WORK ORDER |
Give the count of lines in the records below that contain "BALLARI", and say nothing more.

DATA |
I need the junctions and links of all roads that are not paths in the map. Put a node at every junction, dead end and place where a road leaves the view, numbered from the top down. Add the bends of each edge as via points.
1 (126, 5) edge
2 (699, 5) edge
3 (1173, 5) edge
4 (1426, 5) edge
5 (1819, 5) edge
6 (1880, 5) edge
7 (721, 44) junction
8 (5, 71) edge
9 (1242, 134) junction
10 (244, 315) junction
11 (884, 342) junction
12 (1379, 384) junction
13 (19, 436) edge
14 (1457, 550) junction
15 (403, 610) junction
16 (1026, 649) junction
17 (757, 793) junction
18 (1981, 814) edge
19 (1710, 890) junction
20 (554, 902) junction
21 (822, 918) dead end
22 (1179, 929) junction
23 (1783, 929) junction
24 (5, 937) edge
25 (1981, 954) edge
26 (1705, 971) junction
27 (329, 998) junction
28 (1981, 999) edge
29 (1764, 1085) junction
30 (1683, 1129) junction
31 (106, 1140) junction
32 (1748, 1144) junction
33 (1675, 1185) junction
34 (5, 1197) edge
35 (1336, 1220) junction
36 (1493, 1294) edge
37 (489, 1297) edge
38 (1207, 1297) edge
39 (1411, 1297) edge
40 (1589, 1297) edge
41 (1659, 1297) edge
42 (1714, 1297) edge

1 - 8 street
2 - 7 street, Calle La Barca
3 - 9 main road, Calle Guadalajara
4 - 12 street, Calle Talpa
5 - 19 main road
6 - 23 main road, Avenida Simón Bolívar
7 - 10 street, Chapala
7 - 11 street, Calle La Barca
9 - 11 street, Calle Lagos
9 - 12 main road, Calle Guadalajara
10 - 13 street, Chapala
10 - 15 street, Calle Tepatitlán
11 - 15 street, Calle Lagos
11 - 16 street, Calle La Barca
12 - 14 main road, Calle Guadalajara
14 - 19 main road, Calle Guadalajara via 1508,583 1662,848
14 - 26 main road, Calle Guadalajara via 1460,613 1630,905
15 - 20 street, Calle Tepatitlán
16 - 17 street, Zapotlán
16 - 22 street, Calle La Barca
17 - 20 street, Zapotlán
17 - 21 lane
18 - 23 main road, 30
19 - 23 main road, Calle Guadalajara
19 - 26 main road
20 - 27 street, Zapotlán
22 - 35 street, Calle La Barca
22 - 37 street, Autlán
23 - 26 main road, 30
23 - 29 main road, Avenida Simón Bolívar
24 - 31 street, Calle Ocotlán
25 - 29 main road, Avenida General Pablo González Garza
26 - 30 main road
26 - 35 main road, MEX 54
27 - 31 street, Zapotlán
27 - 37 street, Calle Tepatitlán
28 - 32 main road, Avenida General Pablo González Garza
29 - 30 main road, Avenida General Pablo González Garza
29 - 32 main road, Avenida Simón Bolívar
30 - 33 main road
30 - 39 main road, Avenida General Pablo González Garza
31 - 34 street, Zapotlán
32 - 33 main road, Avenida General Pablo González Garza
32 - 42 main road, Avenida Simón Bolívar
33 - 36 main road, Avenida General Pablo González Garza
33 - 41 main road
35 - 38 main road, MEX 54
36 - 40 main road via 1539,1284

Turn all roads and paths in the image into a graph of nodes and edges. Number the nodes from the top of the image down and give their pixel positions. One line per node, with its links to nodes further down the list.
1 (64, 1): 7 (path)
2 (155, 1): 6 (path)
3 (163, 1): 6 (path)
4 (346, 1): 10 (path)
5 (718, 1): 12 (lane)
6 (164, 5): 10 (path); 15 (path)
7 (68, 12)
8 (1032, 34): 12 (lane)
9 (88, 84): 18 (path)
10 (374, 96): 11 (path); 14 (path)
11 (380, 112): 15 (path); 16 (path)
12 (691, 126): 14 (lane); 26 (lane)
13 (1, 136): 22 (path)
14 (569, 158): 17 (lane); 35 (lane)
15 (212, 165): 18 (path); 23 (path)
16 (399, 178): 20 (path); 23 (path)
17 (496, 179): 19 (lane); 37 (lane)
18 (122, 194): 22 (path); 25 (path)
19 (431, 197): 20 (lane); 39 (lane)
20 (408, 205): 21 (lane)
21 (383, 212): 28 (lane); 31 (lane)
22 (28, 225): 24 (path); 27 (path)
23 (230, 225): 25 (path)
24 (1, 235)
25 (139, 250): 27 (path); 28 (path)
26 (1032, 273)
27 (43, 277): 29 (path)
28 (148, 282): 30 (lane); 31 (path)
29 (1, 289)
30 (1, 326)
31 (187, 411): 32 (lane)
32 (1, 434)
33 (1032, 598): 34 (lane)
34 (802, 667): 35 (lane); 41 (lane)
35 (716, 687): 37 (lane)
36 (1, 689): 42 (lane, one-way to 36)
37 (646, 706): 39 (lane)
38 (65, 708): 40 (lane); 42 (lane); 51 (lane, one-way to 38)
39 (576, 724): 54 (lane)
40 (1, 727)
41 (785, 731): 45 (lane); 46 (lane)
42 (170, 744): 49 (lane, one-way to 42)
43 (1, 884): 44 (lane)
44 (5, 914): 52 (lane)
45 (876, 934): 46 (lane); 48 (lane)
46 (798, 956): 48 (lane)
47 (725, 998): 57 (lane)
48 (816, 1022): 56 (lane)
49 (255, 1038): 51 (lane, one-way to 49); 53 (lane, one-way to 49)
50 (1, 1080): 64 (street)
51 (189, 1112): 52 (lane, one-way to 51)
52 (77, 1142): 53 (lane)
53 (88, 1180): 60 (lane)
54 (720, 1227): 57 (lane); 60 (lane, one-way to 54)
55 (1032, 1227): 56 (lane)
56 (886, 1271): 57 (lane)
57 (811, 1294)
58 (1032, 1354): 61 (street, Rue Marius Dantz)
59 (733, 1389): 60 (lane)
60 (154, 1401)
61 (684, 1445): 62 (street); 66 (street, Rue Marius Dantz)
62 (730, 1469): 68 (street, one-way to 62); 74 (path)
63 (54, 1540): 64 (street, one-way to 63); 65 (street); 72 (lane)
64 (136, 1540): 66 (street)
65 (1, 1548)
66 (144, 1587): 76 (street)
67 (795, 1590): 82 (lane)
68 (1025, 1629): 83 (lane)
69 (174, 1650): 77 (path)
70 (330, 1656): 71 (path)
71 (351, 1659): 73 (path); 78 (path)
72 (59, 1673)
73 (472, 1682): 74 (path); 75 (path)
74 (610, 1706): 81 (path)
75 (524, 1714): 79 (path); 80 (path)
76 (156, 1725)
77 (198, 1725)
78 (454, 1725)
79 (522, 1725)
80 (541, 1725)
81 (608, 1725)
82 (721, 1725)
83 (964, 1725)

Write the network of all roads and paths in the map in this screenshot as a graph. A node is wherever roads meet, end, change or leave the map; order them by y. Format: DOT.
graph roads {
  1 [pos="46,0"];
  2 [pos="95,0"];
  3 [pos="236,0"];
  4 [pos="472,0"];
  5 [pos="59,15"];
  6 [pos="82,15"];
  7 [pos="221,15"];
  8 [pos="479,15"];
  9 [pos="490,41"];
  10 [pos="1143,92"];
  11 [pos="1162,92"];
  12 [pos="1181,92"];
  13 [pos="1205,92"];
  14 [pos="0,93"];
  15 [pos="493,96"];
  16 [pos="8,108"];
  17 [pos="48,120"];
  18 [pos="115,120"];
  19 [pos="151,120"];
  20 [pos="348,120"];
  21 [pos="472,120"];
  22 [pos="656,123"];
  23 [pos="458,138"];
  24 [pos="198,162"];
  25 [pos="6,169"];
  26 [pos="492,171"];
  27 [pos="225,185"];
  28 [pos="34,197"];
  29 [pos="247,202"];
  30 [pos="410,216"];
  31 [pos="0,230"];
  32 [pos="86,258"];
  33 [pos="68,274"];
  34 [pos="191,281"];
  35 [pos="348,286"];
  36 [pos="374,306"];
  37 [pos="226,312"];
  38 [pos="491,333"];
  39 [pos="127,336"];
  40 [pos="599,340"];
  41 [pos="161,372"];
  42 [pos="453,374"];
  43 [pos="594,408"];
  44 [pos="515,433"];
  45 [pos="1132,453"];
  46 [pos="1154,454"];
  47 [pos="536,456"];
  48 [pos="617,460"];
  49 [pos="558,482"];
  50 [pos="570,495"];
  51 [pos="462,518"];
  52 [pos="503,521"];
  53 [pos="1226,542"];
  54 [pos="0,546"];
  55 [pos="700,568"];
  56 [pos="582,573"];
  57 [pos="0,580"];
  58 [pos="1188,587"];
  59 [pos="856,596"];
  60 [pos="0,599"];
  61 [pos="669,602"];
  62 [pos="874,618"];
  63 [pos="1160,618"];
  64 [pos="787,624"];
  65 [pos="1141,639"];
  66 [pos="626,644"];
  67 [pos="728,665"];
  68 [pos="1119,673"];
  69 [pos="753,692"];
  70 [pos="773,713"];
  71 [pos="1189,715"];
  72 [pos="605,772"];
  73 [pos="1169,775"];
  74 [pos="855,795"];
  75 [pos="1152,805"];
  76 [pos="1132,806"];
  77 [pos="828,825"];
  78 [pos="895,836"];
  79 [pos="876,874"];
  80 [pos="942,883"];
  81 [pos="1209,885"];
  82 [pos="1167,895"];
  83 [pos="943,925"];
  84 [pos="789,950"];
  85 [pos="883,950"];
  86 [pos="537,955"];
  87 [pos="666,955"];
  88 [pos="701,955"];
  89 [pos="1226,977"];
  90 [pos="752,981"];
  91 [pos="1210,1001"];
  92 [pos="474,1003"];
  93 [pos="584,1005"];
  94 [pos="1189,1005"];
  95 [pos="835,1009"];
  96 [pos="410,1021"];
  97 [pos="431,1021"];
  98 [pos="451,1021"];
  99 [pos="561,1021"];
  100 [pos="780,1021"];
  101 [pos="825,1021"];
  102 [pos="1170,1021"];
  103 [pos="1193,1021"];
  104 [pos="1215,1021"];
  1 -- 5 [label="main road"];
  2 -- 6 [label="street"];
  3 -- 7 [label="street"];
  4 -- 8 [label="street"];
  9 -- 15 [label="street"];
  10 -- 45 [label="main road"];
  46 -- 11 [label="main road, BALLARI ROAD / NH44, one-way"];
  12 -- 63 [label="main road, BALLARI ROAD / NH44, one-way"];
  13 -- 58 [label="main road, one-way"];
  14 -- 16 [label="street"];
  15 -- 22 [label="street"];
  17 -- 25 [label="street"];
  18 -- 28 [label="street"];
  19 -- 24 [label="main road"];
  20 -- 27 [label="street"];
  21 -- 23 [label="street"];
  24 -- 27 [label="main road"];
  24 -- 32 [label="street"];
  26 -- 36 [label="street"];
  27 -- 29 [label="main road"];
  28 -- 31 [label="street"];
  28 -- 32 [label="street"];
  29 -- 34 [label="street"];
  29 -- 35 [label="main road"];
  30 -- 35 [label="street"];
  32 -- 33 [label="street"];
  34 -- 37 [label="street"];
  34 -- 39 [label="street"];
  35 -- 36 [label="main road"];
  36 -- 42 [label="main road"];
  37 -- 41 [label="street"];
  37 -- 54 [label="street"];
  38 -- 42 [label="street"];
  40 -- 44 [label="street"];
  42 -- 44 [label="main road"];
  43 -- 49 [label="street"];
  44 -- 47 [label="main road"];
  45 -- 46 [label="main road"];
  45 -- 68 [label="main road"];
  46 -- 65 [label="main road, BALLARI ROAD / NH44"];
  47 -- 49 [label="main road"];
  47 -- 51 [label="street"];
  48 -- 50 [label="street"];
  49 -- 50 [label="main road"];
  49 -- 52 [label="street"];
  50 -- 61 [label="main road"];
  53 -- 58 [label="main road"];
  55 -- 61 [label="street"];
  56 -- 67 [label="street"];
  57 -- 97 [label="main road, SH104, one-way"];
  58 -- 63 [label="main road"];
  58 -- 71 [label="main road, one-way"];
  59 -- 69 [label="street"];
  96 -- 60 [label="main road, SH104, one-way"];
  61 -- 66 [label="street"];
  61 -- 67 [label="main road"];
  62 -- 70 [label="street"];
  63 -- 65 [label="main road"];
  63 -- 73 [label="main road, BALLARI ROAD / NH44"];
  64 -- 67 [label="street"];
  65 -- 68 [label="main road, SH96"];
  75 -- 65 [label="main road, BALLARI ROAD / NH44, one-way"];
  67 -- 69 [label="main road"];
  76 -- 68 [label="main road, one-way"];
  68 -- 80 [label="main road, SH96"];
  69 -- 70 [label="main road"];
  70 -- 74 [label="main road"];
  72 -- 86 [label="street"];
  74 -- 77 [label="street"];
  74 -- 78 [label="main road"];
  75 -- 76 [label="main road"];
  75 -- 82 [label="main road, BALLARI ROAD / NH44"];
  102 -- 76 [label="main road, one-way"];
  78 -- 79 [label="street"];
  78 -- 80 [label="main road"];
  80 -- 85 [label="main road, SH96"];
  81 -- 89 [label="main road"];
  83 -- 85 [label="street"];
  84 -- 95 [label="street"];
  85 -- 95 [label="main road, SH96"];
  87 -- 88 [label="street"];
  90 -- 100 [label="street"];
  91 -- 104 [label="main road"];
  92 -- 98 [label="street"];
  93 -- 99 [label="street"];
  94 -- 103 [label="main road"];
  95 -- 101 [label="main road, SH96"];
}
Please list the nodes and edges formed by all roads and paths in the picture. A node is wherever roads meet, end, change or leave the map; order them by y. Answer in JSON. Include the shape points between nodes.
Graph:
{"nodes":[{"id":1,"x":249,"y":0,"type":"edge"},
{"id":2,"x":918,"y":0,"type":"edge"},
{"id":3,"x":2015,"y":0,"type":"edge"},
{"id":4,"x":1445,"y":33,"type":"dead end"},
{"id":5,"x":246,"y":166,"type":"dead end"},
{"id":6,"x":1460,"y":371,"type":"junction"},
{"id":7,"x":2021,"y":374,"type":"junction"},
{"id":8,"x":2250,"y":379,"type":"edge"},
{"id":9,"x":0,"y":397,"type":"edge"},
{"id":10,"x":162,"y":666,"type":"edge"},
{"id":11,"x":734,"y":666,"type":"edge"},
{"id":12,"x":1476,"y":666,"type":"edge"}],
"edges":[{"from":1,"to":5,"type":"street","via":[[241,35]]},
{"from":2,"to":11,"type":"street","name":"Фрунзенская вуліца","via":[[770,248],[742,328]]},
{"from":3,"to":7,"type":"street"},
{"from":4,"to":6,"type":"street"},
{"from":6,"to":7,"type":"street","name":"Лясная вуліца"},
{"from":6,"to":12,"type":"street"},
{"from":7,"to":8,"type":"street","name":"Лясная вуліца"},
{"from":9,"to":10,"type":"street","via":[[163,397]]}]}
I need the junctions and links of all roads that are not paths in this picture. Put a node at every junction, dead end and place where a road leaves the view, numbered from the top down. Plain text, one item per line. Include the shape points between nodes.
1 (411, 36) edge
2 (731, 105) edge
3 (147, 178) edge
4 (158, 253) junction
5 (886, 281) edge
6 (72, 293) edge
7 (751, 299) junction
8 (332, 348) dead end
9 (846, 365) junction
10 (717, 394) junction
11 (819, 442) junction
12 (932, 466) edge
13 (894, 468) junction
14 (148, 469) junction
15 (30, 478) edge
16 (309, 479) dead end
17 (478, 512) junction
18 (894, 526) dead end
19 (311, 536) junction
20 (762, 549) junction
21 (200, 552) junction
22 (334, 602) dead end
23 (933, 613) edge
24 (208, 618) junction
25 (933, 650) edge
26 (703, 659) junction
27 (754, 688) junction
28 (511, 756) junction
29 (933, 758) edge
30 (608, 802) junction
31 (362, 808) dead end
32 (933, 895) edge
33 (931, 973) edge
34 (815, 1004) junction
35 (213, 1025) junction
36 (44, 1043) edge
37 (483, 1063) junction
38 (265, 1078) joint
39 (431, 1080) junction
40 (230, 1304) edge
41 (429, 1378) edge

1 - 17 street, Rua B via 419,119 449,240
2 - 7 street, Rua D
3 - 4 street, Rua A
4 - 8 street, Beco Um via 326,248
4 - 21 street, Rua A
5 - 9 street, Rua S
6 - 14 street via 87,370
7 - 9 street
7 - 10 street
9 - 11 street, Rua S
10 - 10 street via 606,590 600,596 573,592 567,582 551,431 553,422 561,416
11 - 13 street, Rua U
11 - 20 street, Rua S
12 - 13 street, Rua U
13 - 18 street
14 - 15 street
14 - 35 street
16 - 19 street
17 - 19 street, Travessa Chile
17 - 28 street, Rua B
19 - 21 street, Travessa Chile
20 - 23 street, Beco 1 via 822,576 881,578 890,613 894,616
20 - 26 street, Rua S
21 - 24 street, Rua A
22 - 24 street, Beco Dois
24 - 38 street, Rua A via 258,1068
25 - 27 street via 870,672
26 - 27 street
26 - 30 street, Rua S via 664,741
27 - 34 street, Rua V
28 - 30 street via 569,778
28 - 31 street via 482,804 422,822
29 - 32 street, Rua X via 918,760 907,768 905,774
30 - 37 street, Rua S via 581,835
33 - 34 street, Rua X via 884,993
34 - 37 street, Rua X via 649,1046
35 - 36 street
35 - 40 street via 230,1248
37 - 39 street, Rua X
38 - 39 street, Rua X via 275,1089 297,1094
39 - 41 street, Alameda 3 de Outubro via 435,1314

SOLUTION FOR THIS EXERCISE |
6